◆ **TASK STATEMENT**: Word for word, retype the entire listing.
════════
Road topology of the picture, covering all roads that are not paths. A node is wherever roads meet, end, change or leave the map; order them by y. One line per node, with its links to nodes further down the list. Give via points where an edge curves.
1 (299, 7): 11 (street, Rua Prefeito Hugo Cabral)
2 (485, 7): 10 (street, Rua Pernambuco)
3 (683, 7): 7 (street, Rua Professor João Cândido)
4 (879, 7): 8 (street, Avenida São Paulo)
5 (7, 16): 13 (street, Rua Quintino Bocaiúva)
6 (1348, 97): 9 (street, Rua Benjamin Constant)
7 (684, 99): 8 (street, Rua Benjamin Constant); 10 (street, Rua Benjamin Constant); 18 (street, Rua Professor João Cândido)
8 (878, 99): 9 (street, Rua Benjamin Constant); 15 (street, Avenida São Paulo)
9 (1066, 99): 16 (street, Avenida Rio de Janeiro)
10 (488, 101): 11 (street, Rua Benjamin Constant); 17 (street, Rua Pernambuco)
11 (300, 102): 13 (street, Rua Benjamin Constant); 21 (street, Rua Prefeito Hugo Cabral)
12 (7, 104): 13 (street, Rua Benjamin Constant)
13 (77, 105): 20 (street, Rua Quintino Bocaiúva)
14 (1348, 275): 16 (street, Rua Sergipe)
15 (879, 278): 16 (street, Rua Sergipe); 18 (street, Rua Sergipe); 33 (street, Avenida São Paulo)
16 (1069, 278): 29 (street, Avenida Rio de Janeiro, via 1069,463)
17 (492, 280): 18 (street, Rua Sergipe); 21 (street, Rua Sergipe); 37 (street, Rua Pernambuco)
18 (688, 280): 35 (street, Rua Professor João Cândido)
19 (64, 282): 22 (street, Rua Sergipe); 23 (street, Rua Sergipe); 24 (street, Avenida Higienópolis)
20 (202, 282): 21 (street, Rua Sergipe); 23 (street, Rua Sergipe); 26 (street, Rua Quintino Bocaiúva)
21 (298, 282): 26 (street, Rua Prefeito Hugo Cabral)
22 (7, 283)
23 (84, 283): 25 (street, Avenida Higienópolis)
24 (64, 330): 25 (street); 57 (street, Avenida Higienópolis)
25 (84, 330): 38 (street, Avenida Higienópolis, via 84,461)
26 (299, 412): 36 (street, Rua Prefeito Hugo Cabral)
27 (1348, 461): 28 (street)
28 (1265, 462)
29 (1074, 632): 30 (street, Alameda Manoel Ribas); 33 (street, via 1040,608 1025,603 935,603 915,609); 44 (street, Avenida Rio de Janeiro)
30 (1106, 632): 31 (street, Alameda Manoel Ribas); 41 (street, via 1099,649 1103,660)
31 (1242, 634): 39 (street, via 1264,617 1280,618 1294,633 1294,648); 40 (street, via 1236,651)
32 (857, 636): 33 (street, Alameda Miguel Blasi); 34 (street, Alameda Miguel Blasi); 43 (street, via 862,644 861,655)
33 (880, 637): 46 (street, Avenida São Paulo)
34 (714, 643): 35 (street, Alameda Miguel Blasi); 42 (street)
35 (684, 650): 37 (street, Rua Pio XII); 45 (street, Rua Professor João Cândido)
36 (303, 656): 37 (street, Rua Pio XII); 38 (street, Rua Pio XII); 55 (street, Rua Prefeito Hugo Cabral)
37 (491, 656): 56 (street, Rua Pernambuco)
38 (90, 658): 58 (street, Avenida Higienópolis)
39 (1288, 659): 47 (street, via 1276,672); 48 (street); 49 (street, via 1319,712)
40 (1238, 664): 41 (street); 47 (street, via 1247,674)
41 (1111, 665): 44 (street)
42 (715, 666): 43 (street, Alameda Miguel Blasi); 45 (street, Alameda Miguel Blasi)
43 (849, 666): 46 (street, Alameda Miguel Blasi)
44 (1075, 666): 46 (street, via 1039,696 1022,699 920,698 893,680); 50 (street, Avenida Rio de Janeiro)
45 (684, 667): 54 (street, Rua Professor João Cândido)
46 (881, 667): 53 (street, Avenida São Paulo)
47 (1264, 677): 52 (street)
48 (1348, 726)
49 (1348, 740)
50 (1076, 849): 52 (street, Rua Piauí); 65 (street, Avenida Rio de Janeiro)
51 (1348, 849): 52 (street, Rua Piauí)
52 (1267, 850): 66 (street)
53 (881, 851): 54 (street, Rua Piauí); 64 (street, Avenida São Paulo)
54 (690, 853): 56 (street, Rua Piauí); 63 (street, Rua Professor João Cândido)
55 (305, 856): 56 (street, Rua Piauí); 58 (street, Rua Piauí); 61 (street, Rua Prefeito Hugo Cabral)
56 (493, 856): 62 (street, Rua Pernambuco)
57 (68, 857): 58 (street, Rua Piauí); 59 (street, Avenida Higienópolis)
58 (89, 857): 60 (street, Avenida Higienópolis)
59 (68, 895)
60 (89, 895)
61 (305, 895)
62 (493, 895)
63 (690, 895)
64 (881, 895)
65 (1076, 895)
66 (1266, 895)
════════
◆ **ANSWER TO THIS PROBLEM**:
Road topology of the picture, covering all roads that are not paths. A node is wherever roads meet, end, change or leave the map; order them by y. One line per node, with its links to nodes further down the list. Give via points where an edge curves.
1 (299, 7): 11 (street, Rua Prefeito Hugo Cabral)
2 (485, 7): 10 (street, Rua Pernambuco)
3 (683, 7): 7 (street, Rua Professor João Cândido)
4 (879, 7): 8 (street, Avenida São Paulo)
5 (7, 16): 13 (street, Rua Quintino Bocaiúva)
6 (1348, 97): 9 (street, Rua Benjamin Constant)
7 (684, 99): 8 (street, Rua Benjamin Constant); 10 (street, Rua Benjamin Constant); 18 (street, Rua Professor João Cândido)
8 (878, 99): 9 (street, Rua Benjamin Constant); 15 (street, Avenida São Paulo)
9 (1066, 99): 16 (street, Avenida Rio de Janeiro)
10 (488, 101): 11 (street, Rua Benjamin Constant); 17 (street, Rua Pernambuco)
11 (300, 102): 13 (street, Rua Benjamin Constant); 21 (street, Rua Prefeito Hugo Cabral)
12 (7, 104): 13 (street, Rua Benjamin Constant)
13 (77, 105): 20 (street, Rua Quintino Bocaiúva)
14 (1348, 275): 16 (street, Rua Sergipe)
15 (879, 278): 16 (street, Rua Sergipe); 18 (street, Rua Sergipe); 33 (street, Avenida São Paulo)
16 (1069, 278): 29 (street, Avenida Rio de Janeiro, via 1069,463)
17 (492, 280): 18 (street, Rua Sergipe); 21 (street, Rua Sergipe); 37 (street, Rua Pernambuco)
18 (688, 280): 35 (street, Rua Professor João Cândido)
19 (64, 282): 22 (street, Rua Sergipe); 23 (street, Rua Sergipe); 24 (street, Avenida Higienópolis)
20 (202, 282): 21 (street, Rua Sergipe); 23 (street, Rua Sergipe); 26 (street, Rua Quintino Bocaiúva)
21 (298, 282): 26 (street, Rua Prefeito Hugo Cabral)
22 (7, 283)
23 (84, 283): 25 (street, Avenida Higienópolis)
24 (64, 330): 25 (street); 57 (street, Avenida Higienópolis)
25 (84, 330): 38 (street, Avenida Higienópolis, via 84,461)
26 (299, 412): 36 (street, Rua Prefeito Hugo Cabral)
27 (1348, 461): 28 (street)
28 (1265, 462)
29 (1074, 632): 30 (street, Alameda Manoel Ribas); 33 (street, via 1040,608 1025,603 935,603 915,609); 44 (street, Avenida Rio de Janeiro)
30 (1106, 632): 31 (street, Alameda Manoel Ribas); 41 (street, via 1099,649 1103,660)
31 (1242, 634): 39 (street, via 1264,617 1280,618 1294,633 1294,648); 40 (street, via 1236,651)
32 (857, 636): 33 (street, Alameda Miguel Blasi); 34 (street, Alameda Miguel Blasi); 43 (street, via 862,644 861,655)
33 (880, 637): 46 (street, Avenida São Paulo)
34 (714, 643): 35 (street, Alameda Miguel Blasi); 42 (street)
35 (684, 650): 37 (street, Rua Pio XII); 45 (street, Rua Professor João Cândido)
36 (303, 656): 37 (street, Rua Pio XII); 38 (street, Rua Pio XII); 55 (street, Rua Prefeito Hugo Cabral)
37 (491, 656): 56 (street, Rua Pernambuco)
38 (90, 658): 58 (street, Avenida Higienópolis)
39 (1288, 659): 47 (street, via 1276,672); 48 (street); 49 (street, via 1319,712)
40 (1238, 664): 41 (street); 47 (street, via 1247,674)
41 (1111, 665): 44 (street)
42 (715, 666): 43 (street, Alameda Miguel Blasi); 45 (street, Alameda Miguel Blasi)
43 (849, 666): 46 (street, Alameda Miguel Blasi)
44 (1075, 666): 46 (street, via 1039,696 1022,699 920,698 893,680); 50 (street, Avenida Rio de Janeiro)
45 (684, 667): 54 (street, Rua Professor João Cândido)
46 (881, 667): 53 (street, Avenida São Paulo)
47 (1264, 677): 52 (street)
48 (1348, 726)
49 (1348, 740)
50 (1076, 849): 52 (street, Rua Piauí); 65 (street, Avenida Rio de Janeiro)
51 (1348, 849): 52 (street, Rua Piauí)
52 (1267, 850): 66 (street)
53 (881, 851): 54 (street, Rua Piauí); 64 (street, Avenida São Paulo)
54 (690, 853): 56 (street, Rua Piauí); 63 (street, Rua Professor João Cândido)
55 (305, 856): 56 (street, Rua Piauí); 58 (street, Rua Piauí); 61 (street, Rua Prefeito Hugo Cabral)
56 (493, 856): 62 (street, Rua Pernambuco)
57 (68, 857): 58 (street, Rua Piauí); 59 (street, Avenida Higienópolis)
58 (89, 857): 60 (street, Avenida Higienópolis)
59 (68, 895)
60 (89, 895)
61 (305, 895)
62 (493, 895)
63 (690, 895)
64 (881, 895)
65 (1076, 895)
66 (1266, 895)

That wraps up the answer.